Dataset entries
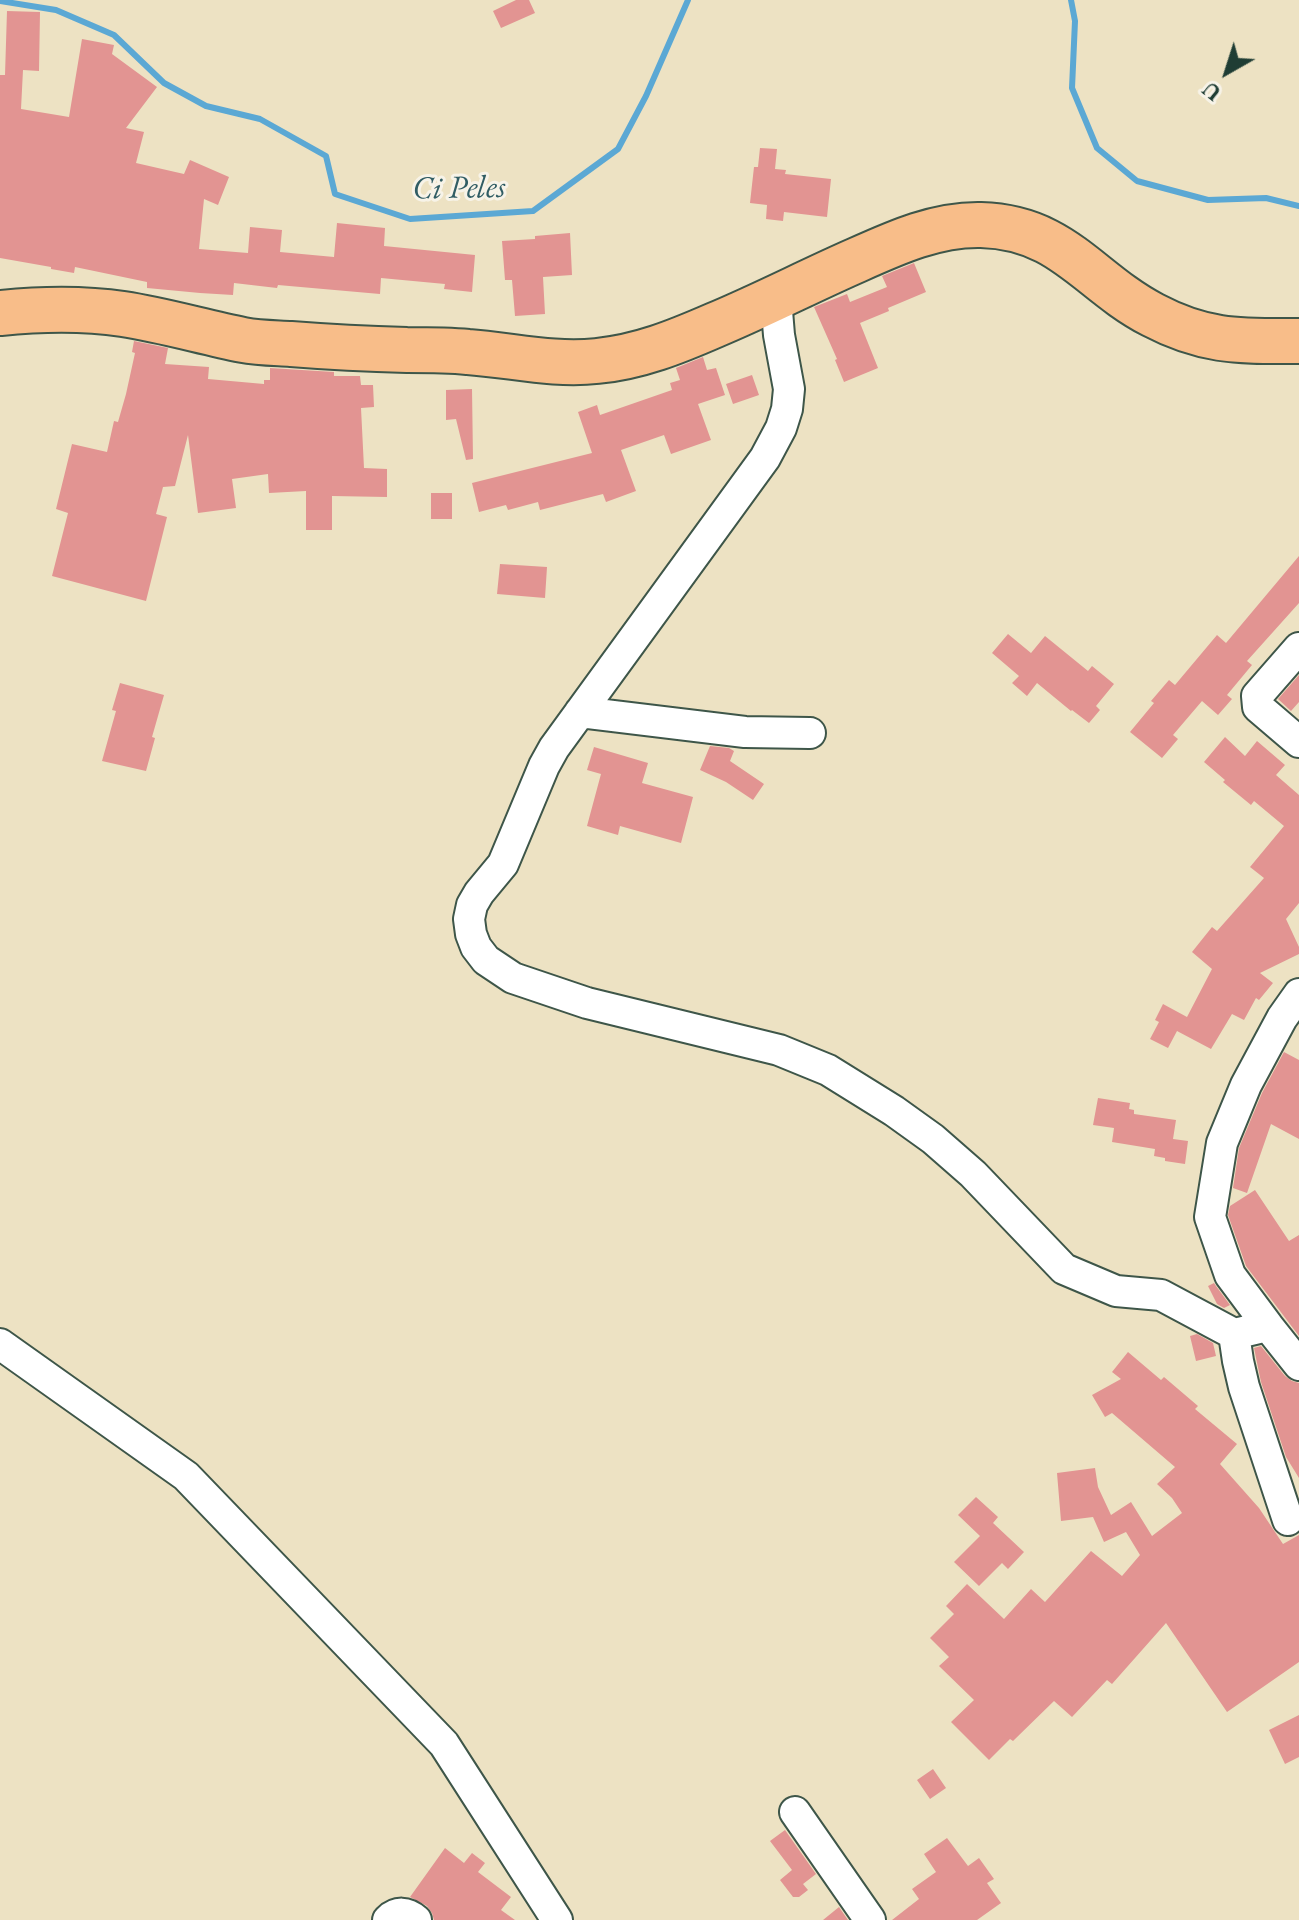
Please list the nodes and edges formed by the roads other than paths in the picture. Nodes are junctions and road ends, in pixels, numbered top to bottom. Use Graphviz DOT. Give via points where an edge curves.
graph roads {
  1 [pos="776,299"];
  2 [pos="0,313"];
  3 [pos="1299,341"];
  4 [pos="1299,648"];
  5 [pos="580,712"];
  6 [pos="810,733"];
  7 [pos="1299,742"];
  8 [pos="1299,994"];
  9 [pos="1268,1326"];
  10 [pos="1234,1334"];
  11 [pos="0,1344"];
  12 [pos="1299,1365"];
  13 [pos="1288,1520"];
  14 [pos="795,1812"];
  15 [pos="388,1920"];
  16 [pos="416,1920"];
  17 [pos="557,1920"];
  18 [pos="870,1920"];
  1 -- 2 [label="highway" via="669,345 573,363 247,340 94,311"];
  1 -- 3 [label="highway" via="903,240 955,227 1003,226 1048,241 1139,307 1179,327 1225,340"];
  1 -- 5 [label="street" via="789,389 781,428 765,458"];
  4 -- 7 [label="street" via="1257,696 1258,707"];
  5 -- 6 [label="street" via="745,732"];
  5 -- 10 [label="street" via="544,766 503,864 472,905 471,934 486,960 513,978 587,1003 779,1050 828,1070 933,1139 1064,1269 1116,1291 1161,1295"];
  8 -- 9 [label="street" via="1246,1085 1222,1143 1210,1217 1230,1275"];
  9 -- 10 [label="street"];
  9 -- 12 [label="street"];
  10 -- 13 [label="street" via="1244,1387"];
  11 -- 17 [label="street" via="186,1476 208,1498 444,1744"];
  14 -- 18 [label="street"];
  15 -- 16 [label="street" via="404,1913"];
}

— Work instructions —
Copy the data exactly. Any picture it contains is to be omitted.

— Exercise answer —
Please list the nodes and edges formed by the roads other than paths in the picture. Nodes are junctions and road ends, in pixels, numbered top to bottom. Use Graphviz DOT. Give via points where an edge curves.
graph roads {
  1 [pos="776,299"];
  2 [pos="0,313"];
  3 [pos="1299,341"];
  4 [pos="1299,648"];
  5 [pos="580,712"];
  6 [pos="810,733"];
  7 [pos="1299,742"];
  8 [pos="1299,994"];
  9 [pos="1268,1326"];
  10 [pos="1234,1334"];
  11 [pos="0,1344"];
  12 [pos="1299,1365"];
  13 [pos="1288,1520"];
  14 [pos="795,1812"];
  15 [pos="388,1920"];
  16 [pos="416,1920"];
  17 [pos="557,1920"];
  18 [pos="870,1920"];
  1 -- 2 [label="highway" via="669,345 573,363 247,340 94,311"];
  1 -- 3 [label="highway" via="903,240 955,227 1003,226 1048,241 1139,307 1179,327 1225,340"];
  1 -- 5 [label="street" via="789,389 781,428 765,458"];
  4 -- 7 [label="street" via="1257,696 1258,707"];
  5 -- 6 [label="street" via="745,732"];
  5 -- 10 [label="street" via="544,766 503,864 472,905 471,934 486,960 513,978 587,1003 779,1050 828,1070 933,1139 1064,1269 1116,1291 1161,1295"];
  8 -- 9 [label="street" via="1246,1085 1222,1143 1210,1217 1230,1275"];
  9 -- 10 [label="street"];
  9 -- 12 [label="street"];
  10 -- 13 [label="street" via="1244,1387"];
  11 -- 17 [label="street" via="186,1476 208,1498 444,1744"];
  14 -- 18 [label="street"];
  15 -- 16 [label="street" via="404,1913"];
}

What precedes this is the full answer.